The jury bonded well over three days. We spent time talking about what we did and what our lives were like outside the jury box. We would grab lunch together, enjoying the chance to share each other's company and not talk about the case. By the last day, we could ascertain a glimpse of each other's personalities, which gave way to some jokes. Of course, I was known as the lawyer of the group. Was that a good or bad thing? Obviously, that is why I was chosen as foreman. Others had a military background, like the defendant, and knew what training in the U.S. military is like. This bonding helped us with our task.
Lastly, I came to think about how this sort of experience could benefit law students. For instance, serving on a jury in law school would have been a great educational experience. Mock jury decision making would be a fantastic law school course. This sort of experience would be very educational for law students, who would have the opportunity to see how nonlawyer jurors make decisions.
My experience on this jury and as its foreman was quite memorable. Beyond the educational value, it was truly an honor to serve the community in such a fashion. I have heard many comments over the years from people who do whatever they can to avoid jury service because they feel it is a useless exercise or a waste of time. I was raised and educated to believe jury service is an important responsibility of citizenship; from my experience in this case, I definitely know this to be true.
James J. Casey Jr., Dayton 1988, is assistant vice president, Office of Sponsored Project Administration, at the University of Texas at San Antonio. He is senior editor of the NCURA Magazine and is on the board of the National Council of University Research Administrators (NCURA) and the Executive Board of the University-Industry Demonstration Partnership. He is a member of the State Bar of Wisconsin and its Communications Committee. He may be reached at email@example.com.
This experience led me to reach the following conclusions. I don't claim to have any great new insights or "a-ha!" moments to share, but I do believe it has given me a much deeper appreciation for juries and their role in the American justice system:
- This case is a tragedy on many levels, and lives were lost and irrevocably altered because of Mr. Perez's actions. He cannot make right what he did wrong.
- What is the proper balance of punishment and rehabilitation for criminal actions? This case, with its specific details, brought this question into stark relief. It would have been easy to give the defendant a long mandatory sentence, to send a message to the greater San Antonio community that drunk driving is not tolerated. The evidence, however, required a bit more thought and nuance. We believed the defendant deserved a second chance.
- The law should be practiced and applied with thoughtfulness and nuance.
- Ideally, jury decision making should be structured, allowing for the appropriate and thorough expression of thought, facts, and emotion.
Nobody wins in a drunk-driving case. However, the legal system – and juries in particular – can provide thought, nuance, and structure so that an appropriate punishment is devised.

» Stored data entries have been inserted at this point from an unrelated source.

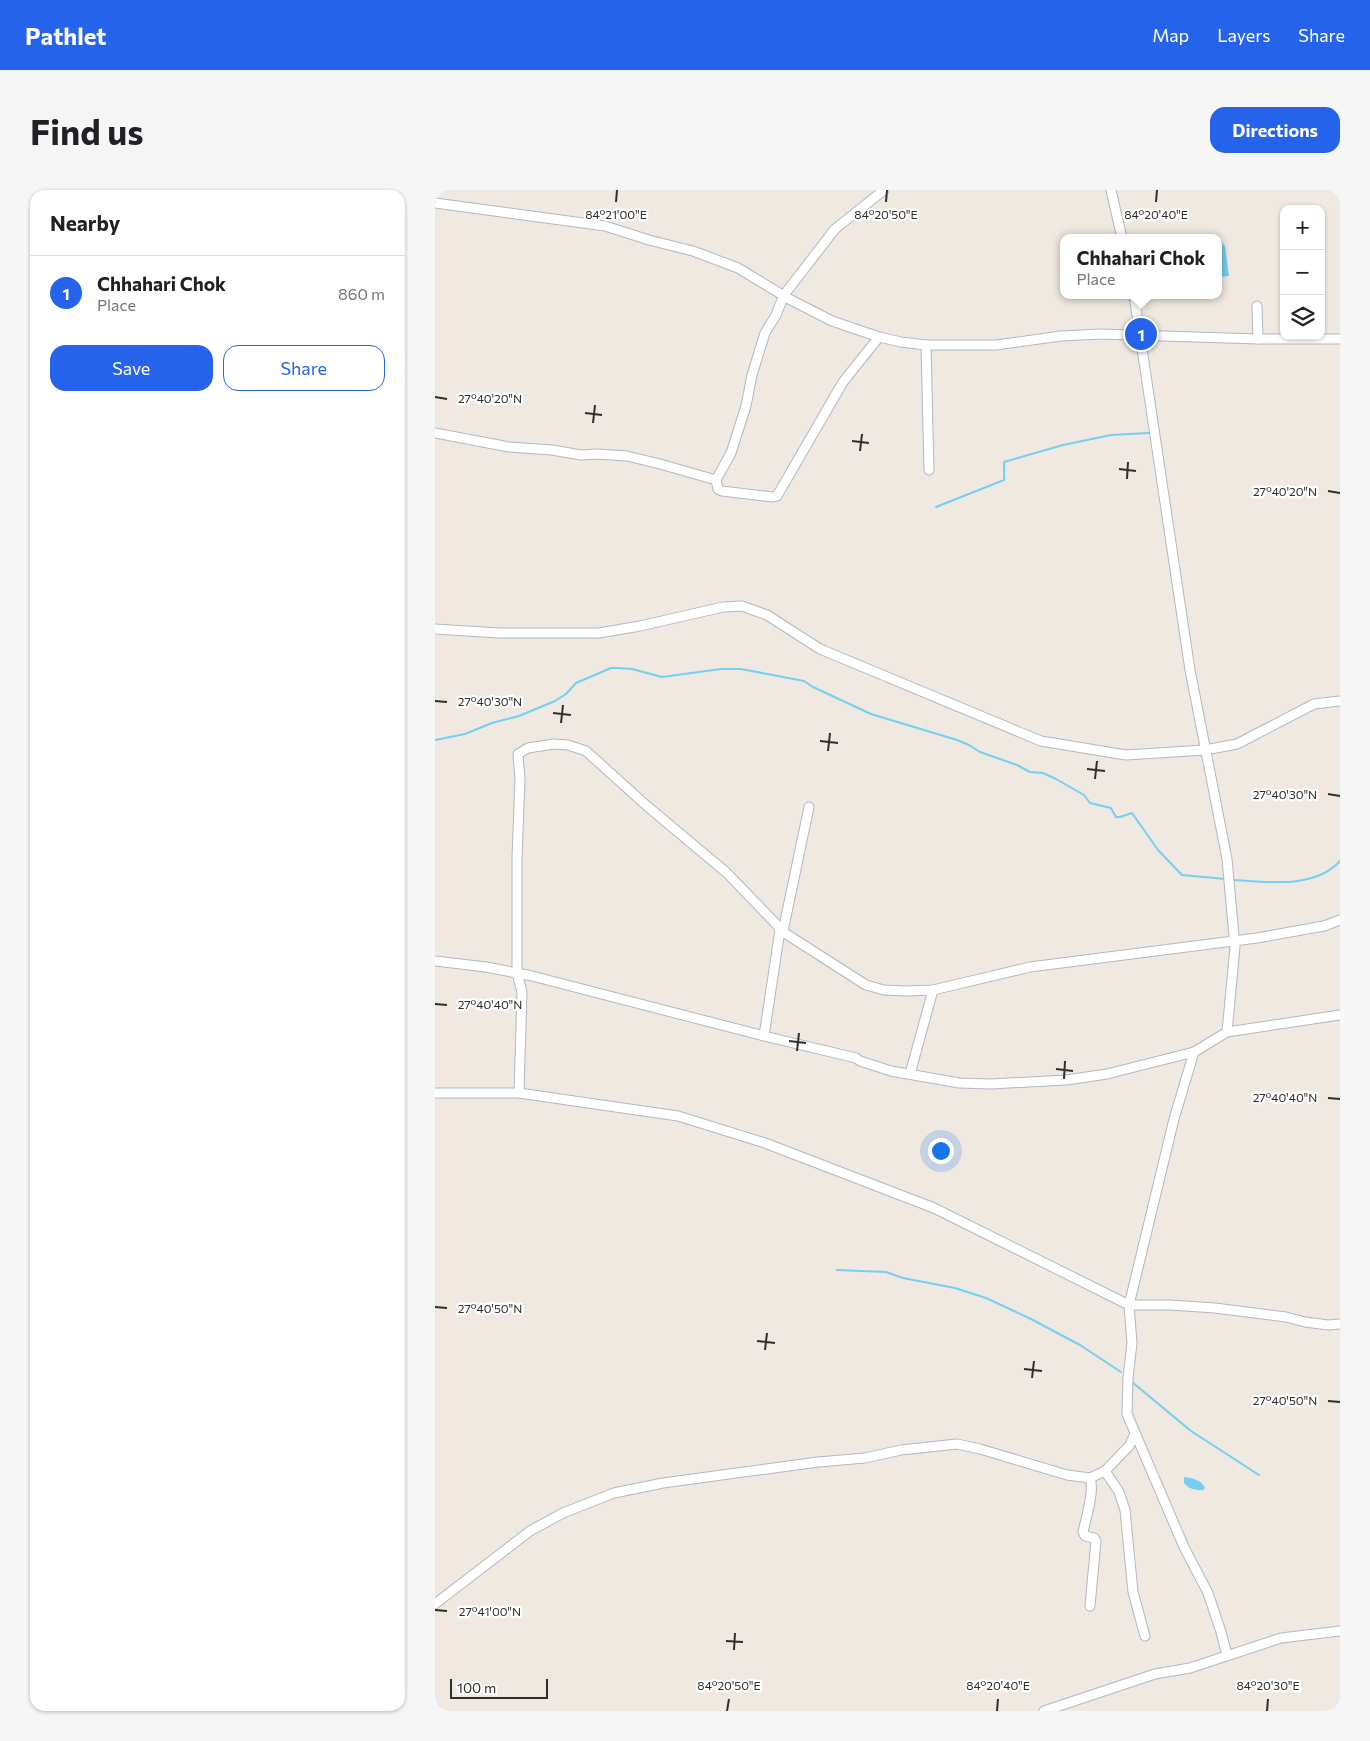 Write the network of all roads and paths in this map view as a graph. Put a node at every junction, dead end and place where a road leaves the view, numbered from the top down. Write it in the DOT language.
graph roads {
  1 [pos="884,190"];
  2 [pos="1111,190"];
  3 [pos="435,202"];
  4 [pos="1121,234"];
  5 [pos="784,295"];
  6 [pos="1135,299"];
  7 [pos="1257,306"];
  8 [pos="1141,334"];
  9 [pos="879,337"];
  10 [pos="1325,338"];
  11 [pos="1340,338"];
  12 [pos="1258,339"];
  13 [pos="1280,339"];
  14 [pos="927,346"];
  15 [pos="435,433"];
  16 [pos="929,470"];
  17 [pos="716,480"];
  18 [pos="435,629"];
  19 [pos="1340,701"];
  20 [pos="1205,750"];
  21 [pos="809,807"];
  22 [pos="1340,920"];
  23 [pos="781,931"];
  24 [pos="1234,940"];
  25 [pos="435,961"];
  26 [pos="517,973"];
  27 [pos="933,990"];
  28 [pos="1340,1015"];
  29 [pos="1227,1032"];
  30 [pos="764,1036"];
  31 [pos="1194,1052"];
  32 [pos="910,1074"];
  33 [pos="435,1093"];
  34 [pos="519,1093"];
  35 [pos="1129,1305"];
  36 [pos="1340,1324"];
  37 [pos="1135,1434"];
  38 [pos="1105,1471"];
  39 [pos="1090,1478"];
  40 [pos="435,1604"];
  41 [pos="1090,1606"];
  42 [pos="1340,1631"];
  43 [pos="1145,1636"];
  44 [pos="1227,1656"];
  45 [pos="1044,1711"];
  1 -- 5 [label="street"];
  2 -- 4 [label="street"];
  3 -- 5 [label="street"];
  5 -- 9 [label="street"];
  5 -- 17 [label="street"];
  6 -- 8 [label="street"];
  7 -- 12 [label="street"];
  8 -- 12 [label="street"];
  8 -- 14 [label="street"];
  8 -- 20 [label="street"];
  9 -- 14 [label="street"];
  9 -- 17 [label="street"];
  10 -- 11 [label="street"];
  12 -- 13 [label="street"];
  14 -- 16 [label="street"];
  15 -- 17 [label="street"];
  18 -- 20 [label="street"];
  19 -- 20 [label="street"];
  20 -- 24 [label="street"];
  21 -- 23 [label="street"];
  22 -- 24 [label="street"];
  23 -- 26 [label="street"];
  23 -- 27 [label="street"];
  23 -- 30 [label="street"];
  24 -- 27 [label="street"];
  24 -- 29 [label="street"];
  25 -- 26 [label="street"];
  26 -- 30 [label="street"];
  26 -- 34 [label="street"];
  27 -- 32 [label="street"];
  28 -- 29 [label="street"];
  29 -- 31 [label="street"];
  30 -- 32 [label="street"];
  31 -- 32 [label="street"];
  31 -- 35 [label="street"];
  33 -- 34 [label="street"];
  34 -- 35 [label="street"];
  35 -- 36 [label="street"];
  35 -- 37 [label="street"];
  37 -- 38 [label="street"];
  37 -- 44 [label="street"];
  38 -- 39 [label="street"];
  38 -- 43 [label="street"];
  39 -- 40 [label="street"];
  39 -- 41 [label="street"];
  42 -- 44 [label="street"];
  44 -- 45 [label="street"];
}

In my opinion, that is what we tried to do.
1 Disclaimer: This article clearly is not a transcript of what happened in the courtroom and in the jury room. The thoughts provided here are the author's alone. The author thanks Dr. John Carfora, associate vice president for research advancement and compliance at Loyola Marymount University, for his feedback on the first draft.
2 Bexar County Defendant ID #0954478. Bexar County Cause Numbers: 2010 CR 8110 (Intoxication Assault); 2010 CR 8111 (Intoxication Assault); 2010 CR 8112 (Intoxication Manslaughter); 2010 CR 8113 (Intoxication Assault); 2010 CR 8114 (Intoxication Assault).
3 See www.mysanantonio.com/news/local_news/article/Judge-includes-jail-as-probation-condition-in-DWI-3625899.php.